El arte de detener el tiempo y los zarpazos de la desolación: la calidez del concierto de Dekker

por | 20 enero 2026 | Conciertos

La versatilidad de su voz, la amabilidad de su música y esa capacidad para transmitir emociones nos sorprendió desde el primer momento. Su solvencia sobre el escenario le ayudó a superar la hostilidad de una sala que debió congregar a mucho más público. Durante setenta minutos Brookln Dekker consiguió detener nuestra vida frenética.

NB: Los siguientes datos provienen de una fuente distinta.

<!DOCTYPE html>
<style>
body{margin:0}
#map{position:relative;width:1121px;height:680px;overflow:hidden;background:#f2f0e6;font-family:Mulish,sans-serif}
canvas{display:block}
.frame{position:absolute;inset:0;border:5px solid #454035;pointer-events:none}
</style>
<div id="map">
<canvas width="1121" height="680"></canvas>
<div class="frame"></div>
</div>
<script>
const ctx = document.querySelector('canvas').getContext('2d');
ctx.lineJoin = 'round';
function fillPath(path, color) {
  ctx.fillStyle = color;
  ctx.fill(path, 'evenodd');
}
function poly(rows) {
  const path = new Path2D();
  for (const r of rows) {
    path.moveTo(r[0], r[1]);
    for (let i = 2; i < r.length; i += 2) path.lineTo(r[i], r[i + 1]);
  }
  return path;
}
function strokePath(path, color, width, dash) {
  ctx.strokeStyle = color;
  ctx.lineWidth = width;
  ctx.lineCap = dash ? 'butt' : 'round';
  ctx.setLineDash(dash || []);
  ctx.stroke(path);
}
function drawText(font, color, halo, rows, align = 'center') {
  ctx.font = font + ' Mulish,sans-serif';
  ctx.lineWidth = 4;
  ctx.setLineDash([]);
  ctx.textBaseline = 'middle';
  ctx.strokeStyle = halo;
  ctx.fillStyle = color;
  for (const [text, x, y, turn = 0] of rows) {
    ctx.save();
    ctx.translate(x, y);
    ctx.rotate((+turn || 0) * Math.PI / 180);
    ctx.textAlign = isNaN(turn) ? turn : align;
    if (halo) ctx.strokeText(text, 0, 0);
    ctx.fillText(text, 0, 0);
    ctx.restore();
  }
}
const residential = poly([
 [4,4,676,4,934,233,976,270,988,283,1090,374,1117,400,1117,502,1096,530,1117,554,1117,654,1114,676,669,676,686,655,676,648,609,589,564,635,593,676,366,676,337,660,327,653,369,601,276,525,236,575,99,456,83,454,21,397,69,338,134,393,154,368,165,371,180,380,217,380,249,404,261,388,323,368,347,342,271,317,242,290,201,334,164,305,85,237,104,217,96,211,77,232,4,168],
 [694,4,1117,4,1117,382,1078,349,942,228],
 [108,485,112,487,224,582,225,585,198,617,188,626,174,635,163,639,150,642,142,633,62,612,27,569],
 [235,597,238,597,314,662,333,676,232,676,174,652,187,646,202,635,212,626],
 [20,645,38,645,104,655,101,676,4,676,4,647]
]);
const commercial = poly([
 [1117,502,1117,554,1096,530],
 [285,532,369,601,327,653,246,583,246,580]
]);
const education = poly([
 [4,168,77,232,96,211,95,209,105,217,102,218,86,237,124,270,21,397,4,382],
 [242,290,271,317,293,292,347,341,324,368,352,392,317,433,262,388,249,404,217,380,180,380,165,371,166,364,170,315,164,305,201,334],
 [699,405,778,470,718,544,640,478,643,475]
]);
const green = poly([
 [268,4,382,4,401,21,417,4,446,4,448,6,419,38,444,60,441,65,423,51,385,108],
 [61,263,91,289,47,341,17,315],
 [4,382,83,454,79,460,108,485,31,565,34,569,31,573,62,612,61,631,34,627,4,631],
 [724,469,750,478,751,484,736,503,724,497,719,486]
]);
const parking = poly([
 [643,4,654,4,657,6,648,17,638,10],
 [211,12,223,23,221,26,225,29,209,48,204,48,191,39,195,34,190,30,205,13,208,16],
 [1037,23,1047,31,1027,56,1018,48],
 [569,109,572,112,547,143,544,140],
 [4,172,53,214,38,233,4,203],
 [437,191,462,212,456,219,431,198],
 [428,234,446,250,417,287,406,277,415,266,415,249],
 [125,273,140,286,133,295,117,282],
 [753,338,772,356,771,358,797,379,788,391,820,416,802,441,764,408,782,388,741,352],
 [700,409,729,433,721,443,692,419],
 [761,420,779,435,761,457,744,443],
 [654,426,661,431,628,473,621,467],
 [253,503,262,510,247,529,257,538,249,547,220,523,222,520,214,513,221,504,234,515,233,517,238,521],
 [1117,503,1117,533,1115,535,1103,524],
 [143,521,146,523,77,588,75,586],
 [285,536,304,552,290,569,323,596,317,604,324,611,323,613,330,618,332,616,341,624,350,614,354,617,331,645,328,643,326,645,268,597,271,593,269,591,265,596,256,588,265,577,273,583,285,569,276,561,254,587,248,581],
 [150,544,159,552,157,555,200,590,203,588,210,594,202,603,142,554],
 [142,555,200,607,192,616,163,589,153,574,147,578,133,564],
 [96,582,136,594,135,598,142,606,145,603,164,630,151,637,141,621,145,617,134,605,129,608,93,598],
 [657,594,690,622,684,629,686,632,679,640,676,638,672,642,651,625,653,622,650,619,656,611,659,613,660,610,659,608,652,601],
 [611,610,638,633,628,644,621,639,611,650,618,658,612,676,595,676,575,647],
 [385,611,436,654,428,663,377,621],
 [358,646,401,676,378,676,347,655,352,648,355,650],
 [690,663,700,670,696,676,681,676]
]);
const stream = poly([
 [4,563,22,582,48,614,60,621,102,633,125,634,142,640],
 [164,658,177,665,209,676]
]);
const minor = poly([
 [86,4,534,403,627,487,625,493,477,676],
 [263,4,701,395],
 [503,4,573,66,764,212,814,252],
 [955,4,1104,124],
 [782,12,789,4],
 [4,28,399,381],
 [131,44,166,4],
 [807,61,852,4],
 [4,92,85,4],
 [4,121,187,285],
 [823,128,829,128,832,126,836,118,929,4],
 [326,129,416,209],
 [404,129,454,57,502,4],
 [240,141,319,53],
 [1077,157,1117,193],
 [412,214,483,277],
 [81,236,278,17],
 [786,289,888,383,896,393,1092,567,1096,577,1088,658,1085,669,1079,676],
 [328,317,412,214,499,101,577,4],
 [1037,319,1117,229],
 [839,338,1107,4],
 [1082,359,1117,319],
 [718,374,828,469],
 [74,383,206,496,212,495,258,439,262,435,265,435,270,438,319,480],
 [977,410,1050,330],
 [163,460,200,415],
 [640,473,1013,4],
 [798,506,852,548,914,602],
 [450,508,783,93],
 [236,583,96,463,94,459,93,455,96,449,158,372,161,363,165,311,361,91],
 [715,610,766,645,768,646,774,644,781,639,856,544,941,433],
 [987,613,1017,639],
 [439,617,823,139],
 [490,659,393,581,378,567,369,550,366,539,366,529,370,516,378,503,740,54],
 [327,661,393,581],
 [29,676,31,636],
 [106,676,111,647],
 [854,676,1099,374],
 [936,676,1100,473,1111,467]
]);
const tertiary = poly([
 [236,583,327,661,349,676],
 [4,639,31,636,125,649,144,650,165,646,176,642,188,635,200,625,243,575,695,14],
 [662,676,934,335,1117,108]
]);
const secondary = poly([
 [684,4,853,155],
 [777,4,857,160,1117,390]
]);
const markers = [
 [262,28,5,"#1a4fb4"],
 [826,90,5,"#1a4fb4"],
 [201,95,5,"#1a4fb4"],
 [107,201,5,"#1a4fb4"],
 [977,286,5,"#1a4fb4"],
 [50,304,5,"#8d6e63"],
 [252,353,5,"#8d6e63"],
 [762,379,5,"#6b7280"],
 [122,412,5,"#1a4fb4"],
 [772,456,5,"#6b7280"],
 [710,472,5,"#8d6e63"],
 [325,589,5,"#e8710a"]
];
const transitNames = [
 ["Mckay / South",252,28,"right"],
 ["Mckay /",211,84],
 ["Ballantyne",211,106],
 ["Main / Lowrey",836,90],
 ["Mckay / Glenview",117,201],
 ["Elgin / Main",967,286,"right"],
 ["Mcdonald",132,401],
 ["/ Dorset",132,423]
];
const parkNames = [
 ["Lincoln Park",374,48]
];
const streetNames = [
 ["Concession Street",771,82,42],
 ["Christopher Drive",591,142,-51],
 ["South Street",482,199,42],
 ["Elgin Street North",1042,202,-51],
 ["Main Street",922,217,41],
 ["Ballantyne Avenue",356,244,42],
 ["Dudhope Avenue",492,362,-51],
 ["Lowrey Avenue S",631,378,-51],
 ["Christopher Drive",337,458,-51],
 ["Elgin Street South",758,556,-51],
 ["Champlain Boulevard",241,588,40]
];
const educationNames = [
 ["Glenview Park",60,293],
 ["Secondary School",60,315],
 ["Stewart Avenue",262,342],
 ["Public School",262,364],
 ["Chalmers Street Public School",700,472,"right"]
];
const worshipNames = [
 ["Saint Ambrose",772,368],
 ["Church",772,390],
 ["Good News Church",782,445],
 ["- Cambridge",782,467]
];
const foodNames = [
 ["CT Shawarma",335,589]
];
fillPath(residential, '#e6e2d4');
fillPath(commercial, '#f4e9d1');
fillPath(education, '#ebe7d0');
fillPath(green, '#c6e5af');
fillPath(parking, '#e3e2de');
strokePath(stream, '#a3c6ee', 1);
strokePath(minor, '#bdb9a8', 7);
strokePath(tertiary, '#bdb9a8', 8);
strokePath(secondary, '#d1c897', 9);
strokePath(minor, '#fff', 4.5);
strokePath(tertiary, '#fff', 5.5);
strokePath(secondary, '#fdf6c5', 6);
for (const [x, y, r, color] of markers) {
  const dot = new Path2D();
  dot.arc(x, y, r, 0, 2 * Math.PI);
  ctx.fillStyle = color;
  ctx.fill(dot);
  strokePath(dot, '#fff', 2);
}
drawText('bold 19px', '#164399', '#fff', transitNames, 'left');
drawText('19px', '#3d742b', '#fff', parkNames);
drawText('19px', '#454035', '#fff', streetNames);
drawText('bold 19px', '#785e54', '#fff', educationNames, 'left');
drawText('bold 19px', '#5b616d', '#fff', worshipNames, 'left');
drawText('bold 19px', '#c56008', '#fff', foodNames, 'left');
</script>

Solo quedaron esas canciones de vocación confesional y nuestros pensamientos. Todo un logro.

El norteamericano afincado en Nottingham se presentó el pasado domingo 18 de enero en Loco Club dispuesto a reivindicar una manera artesanal de entender el pop de la que muchos somos devotos. Como esos trovadores que saben lo que es viajar por carreteras secundarias, tocar en clubes de provincias y sonar en emisoras locales dio una lección magistral de cómo manejarse en las distancias cortas. Sin quitarse su sombrero característico ni un instante y con los elementos mínimos necesarios: guitarra acústica , algunos efectos de voz y baterías pregrabadas trenzó un set íntimo, sobrio, concentrado y muy evocador que nos fue ganando pieza a pieza.

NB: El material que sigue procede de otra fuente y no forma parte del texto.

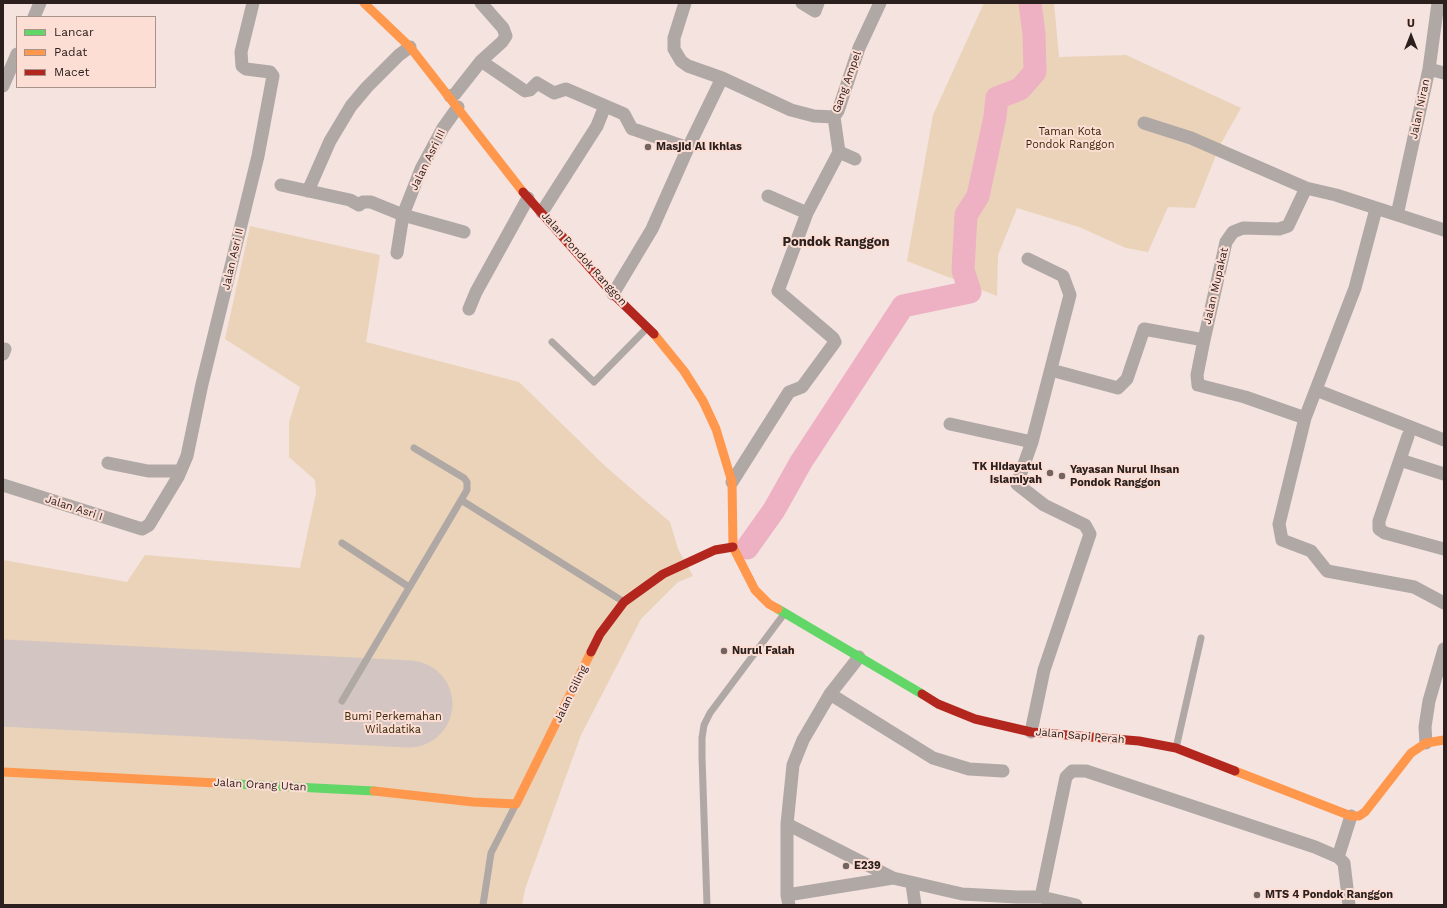 <!DOCTYPE html>
<html>
<head>
<meta charset="utf-8">
<style>
  body { margin:0 }
  #map { position:relative; width:1447px; height:908px; overflow:hidden; background:#f4e3de; font-family:"Work Sans",sans-serif }
  canvas { display:block }
  .frame { position:absolute; inset:0; border:4px solid #2b201d; pointer-events:none }
  .legend { position:absolute; left:16px; top:16px; width:140px; height:72px; box-sizing:border-box; background:#fdded5; border:1px solid #a9928b; margin:0; padding:5px 7px; list-style:none; font-size:12px; color:#2b201d }
  .legend li { display:flex; align-items:center; gap:8px; height:20px }
  .legend b { width:20px; border:1px solid #a9928b }
  .north { position:absolute; left:1391px; top:16px; width:40px; height:40px; -webkit-text-stroke:3px #fdded5; paint-order:stroke; rotate:0deg; font-size:11px; font-weight:700; line-height:16px; text-align:center; color:#2b201d }
  .north::after { content:''; display:block; margin:auto; width:14px; height:18px; background:#2b201d; clip-path:polygon(50% 0,100% 100%,50% 72%,0 100%) }
</style>
</head>
<body>
<div id="map">
<canvas width="1447" height="908"></canvas>
<div class="frame"></div>
<ul class="legend">
<li><b style="height:5px;background:#63d668"></b>Lancar</li>
<li><b style="height:5px;background:#ff974d"></b>Padat</li>
<li><b style="height:5px;background:#b3261e"></b>Macet</li>
</ul>
<div class="north">U</div>
</div>
<script>
const ctx = document.querySelector('canvas').getContext('2d');
ctx.lineJoin = 'round';
function fill(path, color) { ctx.fillStyle = color; ctx.fill(path, 'evenodd'); }
const poly = rows => new Path2D(rows.map(r => 'M' + r).join(''));
function trace(path, color, width, dash) { ctx.strokeStyle = color; ctx.lineWidth = width; ctx.lineCap = dash ? 'butt' : 'round'; ctx.setLineDash(dash || []); ctx.stroke(path); }
function drawText(font, color, halo, rows, align = 'center') {
  ctx.font = font + ' "Work Sans",sans-serif'; ctx.lineWidth = 4; ctx.setLineDash([]); ctx.textBaseline = 'middle'; ctx.strokeStyle = halo; ctx.fillStyle = color; for (const [text, x, y, turn = 0] of rows) {
    ctx.save(); ctx.translate(x, y); ctx.rotate((+turn || 0) * Math.PI / 180); ctx.textAlign = isNaN(turn) ? turn : align; if (halo) ctx.strokeText(text, 0, 0); ctx.fillText(text, 0, 0); ctx.restore();
  }
}
fill(poly([
  [984,3,1054,3,1059,57,1126,55,1241,108,1220,145,1195,208,1168,207,1148,252,1126,248,1079,227,1017,208,998,255,997,296,907,261,933,115],
  [250,226,380,255,366,342,519,382,605,466,670,522,678,549,693,576,678,582,641,619,581,735,525,889,522,905,3,905,3,560,127,582,145,555,300,568,316,493,315,480,289,457,289,422,300,387,225,339]
]), '#ead3b9');
trace(poly([
  [747,548,774,510,801,462,903,306,970,292,963,270,966,215,978,196,995,117,997,98,1020,89,1035,72,1034,34,1030,3]
]), '#eeb1c3', 23);
trace(poly([
  [3,683,409,704]
]), '#d3c6c2', 87);
trace(poly([
  [552,342,594,382,648,327],
  [461,500,624,602],
  [342,543,409,587],
  [342,701,467,490,467,482,464,478,414,448],
  [1176,748,1201,638],
  [483,905,491,853,515,806],
  [707,905,702,757,702,738,704,725,710,713,784,614]
]), '#afa8a5', 7);
trace(poly([
  [802,3,815,11,818,3],
  [34,17,40,3],
  [481,61,525,91,530,90,537,83,554,93,566,89,624,114,632,129,636,130,688,148],
  [1429,69,1444,73],
  [722,78,791,110,814,116,834,117,838,111,859,48,880,3],
  [3,86,17,54],
  [450,96,455,94,481,61,502,42,506,36,503,28,481,3],
  [1144,123,1191,138,1306,188],
  [839,152,855,159],
  [281,185,350,200,359,205,363,202,371,202,403,215,464,232],
  [308,191,330,141,351,106,367,87,399,55,410,47],
  [768,196,807,213],
  [1376,209,1355,288,1305,418,1279,524,1282,540,1311,551,1327,571,1414,587,1444,603],
  [542,212,597,126,605,106],
  [1397,215,1429,69,1438,3],
  [397,253,403,215,421,169,443,128,458,107],
  [1028,259,1063,276,1070,295,1032,442,1017,484,1044,505,1085,525,1090,534,1044,670,1031,732],
  [613,294,652,229,688,148,722,78,688,66,681,61,674,49,674,38,685,3],
  [469,309,476,292,528,198],
  [1204,340,1197,375,1198,385,1245,397,1305,418],
  [3,354,5,349],
  [1051,370,1118,388,1127,379,1144,329,1204,340,1226,242,1233,232,1243,228,1279,229,1288,226,1306,188,1336,195,1444,230],
  [1316,390,1444,440],
  [950,424,1032,442],
  [1408,436,1379,521,1379,529,1385,533,1444,549],
  [1400,460,1444,474],
  [108,463,148,471,180,471],
  [732,482,789,392,802,387,835,342,833,338,778,291,807,213,839,152,834,117],
  [3,485,142,529,149,525,178,477,187,456,202,384,258,156,273,76,270,72,246,69,242,66,241,52,253,3],
  [830,694,933,758,969,769,1003,771],
  [1426,743,1425,727,1429,701,1444,649],
  [787,824,893,878,962,894,1017,897,1041,897,1076,905],
  [1338,857,1351,816],
  [912,884,915,905],
  [787,895,893,878],
  [1041,897,1066,777,1072,771,1086,771,1315,847,1338,857,1344,863,1349,905],
  [789,905,787,895,787,824,793,765,803,740,830,694,859,657]
]), '#afa8a5', 13);
trace(poly([
  [778,609,922,694],
  [217,783,374,791]
]), '#63d668', 9);
trace(poly([
  [364,3,410,47,523,192],
  [654,334,684,371,703,401,716,429,732,482,733,547,755,590,769,604,778,609],
  [1235,771,1351,816,1359,816,1365,812,1411,753,1426,743,1444,740],
  [3,772,217,783],
  [374,791,473,802,516,804,591,652]
]), '#ff974d', 9);
trace(poly([
  [523,192,613,294,654,334],
  [591,652,600,634,624,602,663,574,715,550,733,547],
  [922,694,938,704,975,719,1031,732,1139,741,1176,748,1235,771]
]), '#b3261e', 9);
for (const [x, y, r, color] of [
  [648,147,4,"#716461"],
  [1050,473,4,"#716461"],
  [1062,476,4,"#716461"],
  [724,651,4,"#716461"],
  [846,866,4,"#716461"],
  [1257,895,4,"#716461"]
]) { const dot = new Path2D(); dot.arc(x, y, r, 0, 2 * Math.PI); ctx.fillStyle = color; ctx.fill(dot); trace(dot, '#fdded5', 1.5); }
drawText('11px', '#2b201d', '#fdded5', [
  ["Gang Ampel",847,82,-70],
  ["Jalan Niran",1420,109,-78],
  ["Jalan Asri III",428,160,-64],
  ["Jalan Asri II",233,259,-77],
  ["Jalan Pondok Ranggon",584,259,48],
  ["Jalan Mupakat",1216,286,-77],
  ["Jalan Asri I",74,508,18],
  ["Jalan Giling",571,694,-64],
  ["Jalan Sapi Perah",1080,736,5],
  ["Jalan Orang Utan",260,785,3]
]);
drawText('11px', '#392707', '#fdded5', [
  ["Taman Kota",1070,132],
  ["Pondok Ranggon",1070,145],
  ["Bumi Perkemahan",393,717],
  ["Wiladatika",393,730]
]);
drawText('bold 11px', '#2b201d', '#fdded5', [
  ["Masjid Al Ikhlas",656,147],
  ["TK Hidayatul",1042,467,"right"],
  ["Islamiyah",1042,480,"right"],
  ["Yayasan Nurul Ihsan",1070,470],
  ["Pondok Ranggon",1070,483],
  ["Nurul Falah",732,651],
  ["E239",854,866],
  ["MTS 4 Pondok Ranggon",1265,895]
], 'left');
drawText('bold 13px', '#2b201d', '#fdded5', [
  ["Pondok Ranggon",836,242]
]);
</script>
</body>
</html>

El escenario casi vacío, muy teatral, con dos monitores, un micro y, en segundo término, dos maletas metálicas con un termo y una taza encima se reveló como un entorno perfecto para las confidencias, los recuerdos y las crónicas de lo que nos pasa. Al fondo, la cortina negra perfilada con una línea luminosa en su parte inferior nos pareció más solemne que en otras ocasiones. Ya saben que los vacíos y los silencios pueden ser más efectivos que los gritos y las explicaciones. La luz proyectada sobre el compositor aún remarcó más las sombras. No le vimos nunca la cara pero consiguió que no dejáramos de buscar su mirada. En tiempos de transparencia grosera, lo que no se ve, como lo que se intuye, dispara su atractivo.

No es raro recurrir al sueco José Gonzalez, a Damien Jurado o a Devendra Banhart para hablar de un cancionero de ADN folk que no rehúye ni cierta ligereza indie ni cierta luminosidad soul. En temas como la magnífica Let´s Turn Over The Leaf incluso nos acordamos de Kings Of Convenience. Todas las hojas promocionales consultadas apuntaban a Justin Vernon, Bon Ivern. Y algo de cierto hay pero, con el paso de las escuchas, quien nos vino a la cabeza por timbre y forma de cantar fue Felix Mackenzie-Barrow co-vocalista de la banda de su ciudad adoptiva Divorce. Las analogías también tienen sus caprichos.

El músico que comenzó como parte del dúo Rue Royal, junto a su mujer atesora, ya cinco discos en solitario. El último ‘Neither Up Nor Down’ (2025) quizás sea su obra más completo. Así lo reconoció con cierto humor desde el escenario. Sonaron temas de todas sus grabaciones, incluso la primera pieza que compuso en el lejano 2017, pero su obra más reciente fue la que tuvo un protagonismo especial. Cortes como Today, Let Me Take You o la vibrante Nor Feeling Up fueron muy celebradas. De principio a fin sin bajar la guardia, sin despistes ni tropiezos redondeó una actuación notable, Maybe October del álbum ‘I Won’t Be Your Foe’ (2022) le sirvió para despedirse entre aplausos sinceros y caras de agradecimiento. Fuimos muchos los que nos abalanzamos sobre la mesa del merchandising para hacernos con algún tesoro.

Mientras volvíamos, un poco conmovidos por la calidad de la actuación, nos reafirmamos en la necesidad de valorar más el papel de las promotoras, como AndSons Producciones en este caso, que se atreven con propuestas minoritarias teniendo solo en cuenta su calidad. Son tan valiosos estos descubrimientos. Ya en casa, en un acto reflejo, pusimos la radio buscando los resultados del fútbol. Lamentablemente lo que nos encontramos fue el espanto del accidente de tren en Adamuz en Córdoba ¿Pero cómo había podido ocurrir tremenda desgracia? Menuda putada más grande. Una tristeza plomiza nos hizo viejos de repente.